My question is: Does it take more than a derivative and setting equal to zero to prove this?  If so, how do I derive these formulas?
This question is similar to 
Gradient descent with constraints
but not identical. This other question deals with solutions that are unit length, not necessarily step directions which are unit length.
 A: This is a simple application of Cauchy-Schwarz.
$(g^Tp)^2 \leq \|g\|^2 \|p\|^2.$ 
So, $-\|g\| \leq \frac{g^T p}{\|p\|} \leq \|g\| $ and the lower bound is attained when $ p = -g $.
Similarly,
$ (g^T p)^2 = \langle C^{-1/2}g , C^{1/2} p\rangle^2 \leq (g^T C^{-1} g) \times (p^T C p) $ and the lower bound is similarly attained.
A: I prefer to look at the problem (which ends up being equivalent) of solving $\min \{ \langle g, h \rangle | \|h\| \leq 1 \}$. The norm is the standard $2$-norm. The reason I prefer this formulation is that it is closer in form to the original problem from which the search direction problem is derived.

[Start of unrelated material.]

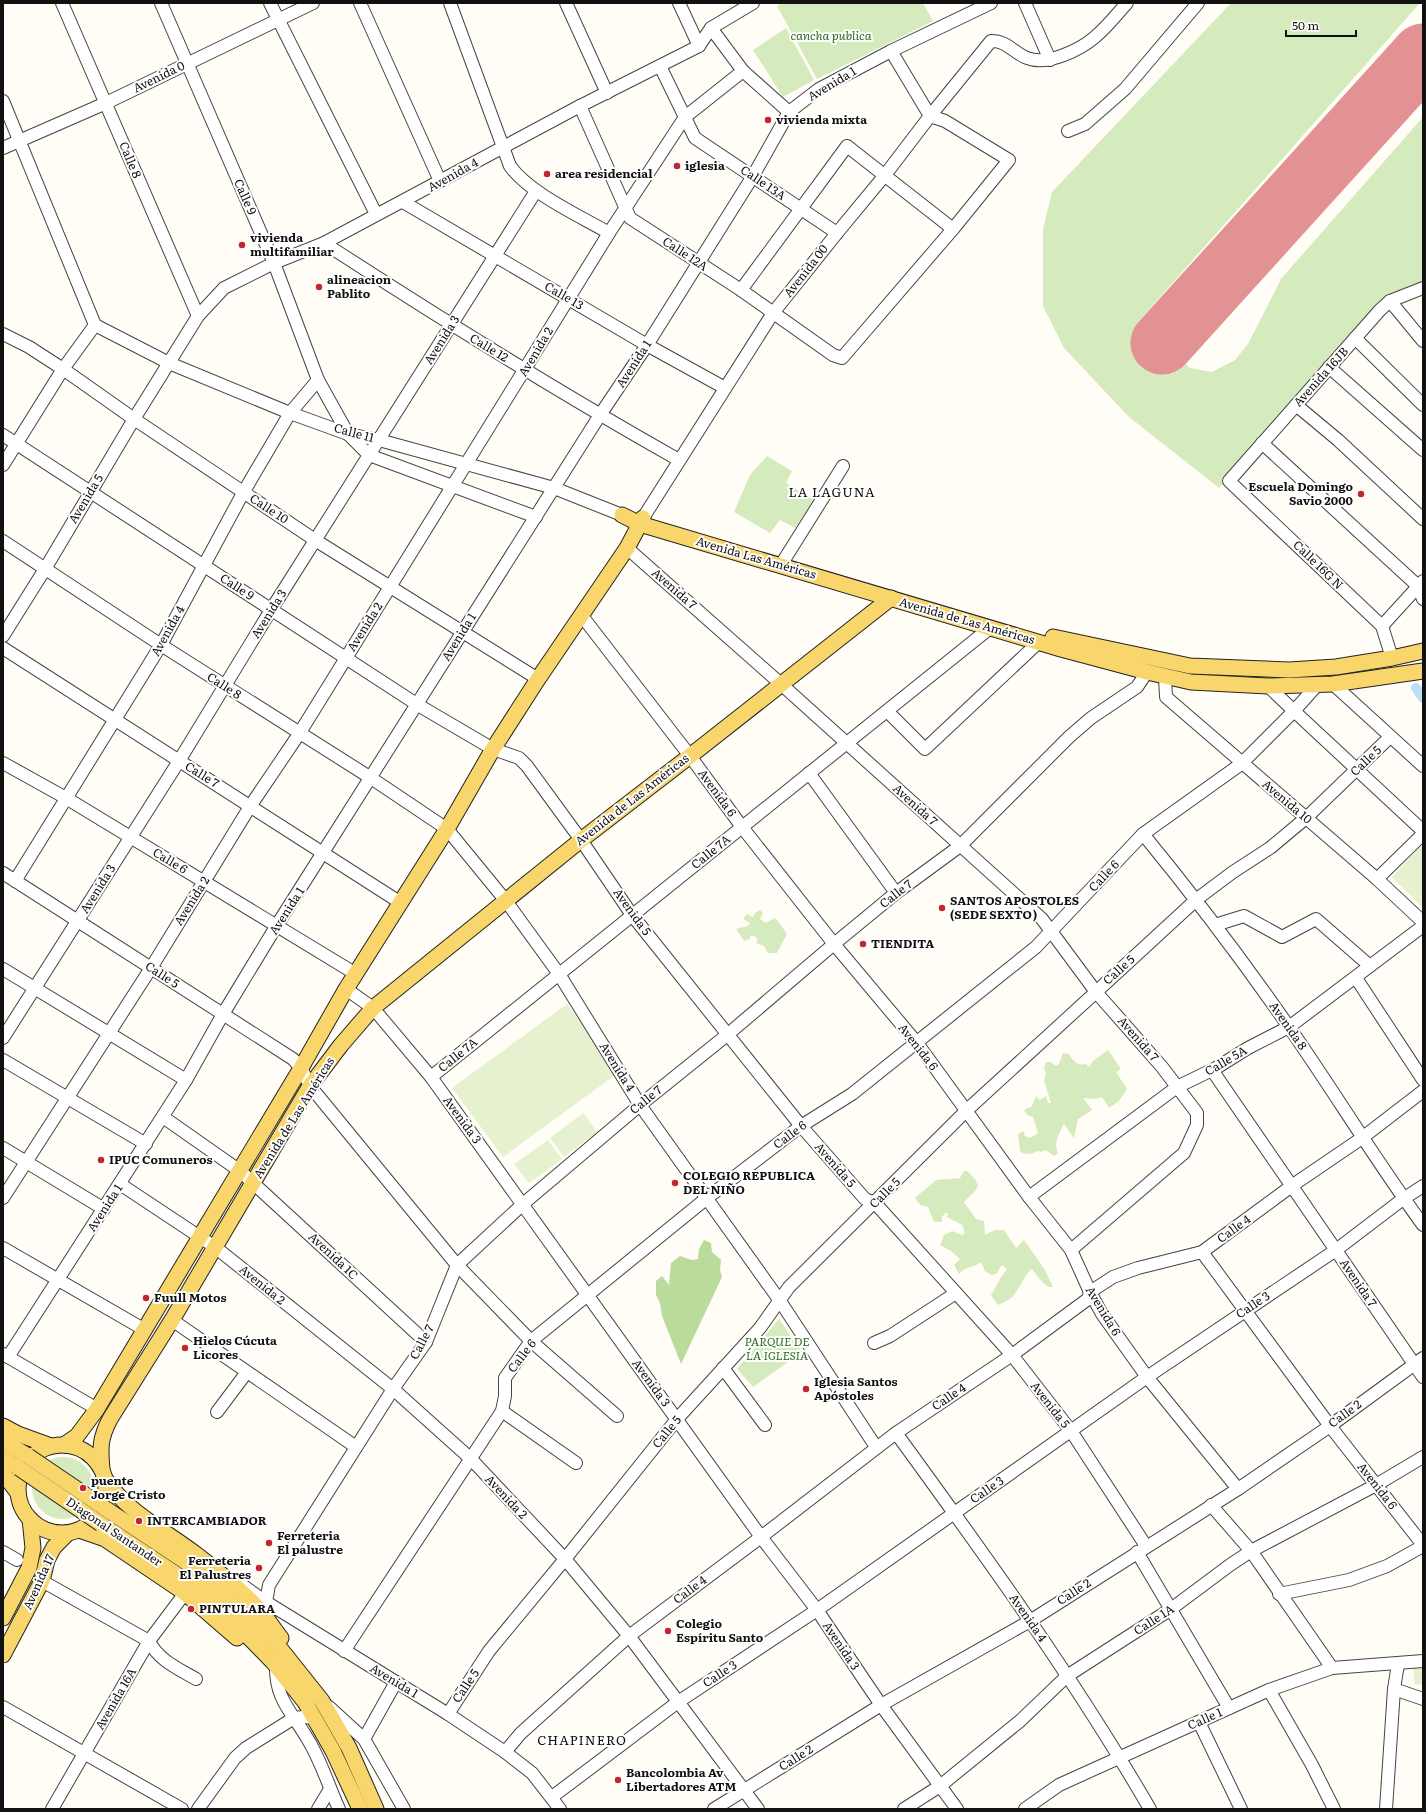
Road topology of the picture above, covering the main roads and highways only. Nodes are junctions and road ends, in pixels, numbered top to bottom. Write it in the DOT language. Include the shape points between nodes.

Also, it has a trust region flavor, which I personally find more appealing than a search direction/step length approach.
For the first problem, the Cauchy Bunyakovsky Schwarz Beiber inequality gives $|\langle g, h \rangle| \leq \|g\| \|h\|$, hence it is easy to see that the minimum is 
$\min \{ \langle g, h \rangle \,|\, \|h\| \leq 1 \} = - \|g\|$, and the minimizer is (it is unique with the $2$-norm) $h = -\frac{1}{\|g\|} g$. You could also derive this by noting that (if $g\neq 0$), the constraint $\|h\| \leq 1$ must be active, and use Lagrange multipliers to obtain the same result.
For the second, let $A^TA = C$ be the Cholesky decomposition of $C$. The problem is now $\min \{ \langle g, h \rangle \,|\, \|Ah\| \leq 1 \} = \min \{ \langle g, h \rangle \,|\, \|\delta\| \leq 1, \, h= A^{-1}\delta \} $. This is equivalent to $\min \{ \langle g, A^{-1}\delta \rangle \,|\, \|\delta\| \leq 1 \} = \min \{ \langle (A^{-1})^T g, \delta \rangle \,|\, \|\delta\| \leq 1 \}$, where $h = A^{-1}\delta$, and the first problem shows that the minimum is $-\|(A^{-1})^T g\|$ and the minimizer is $\delta = -\frac{1}{\|(A^{-1})^T g\|} (A^{-1})^Tg$, or in terms of the original problem $h = A^{-1}\delta = -\frac{1}{\|(A^{-1})^T g\|} A^{-1}(A^{-1})^Tg$. Since $A^TA = C$, we have $\|(A^{-1})^T g\| = \sqrt{\langle (A^{-1})^T g, (A^{-1})^T g \rangle} = \sqrt{\langle  g, C^{-1} g \rangle}$, and $h = -\frac{1}{\sqrt{\langle  g, C^{-1} g \rangle}} C^{-1} g$.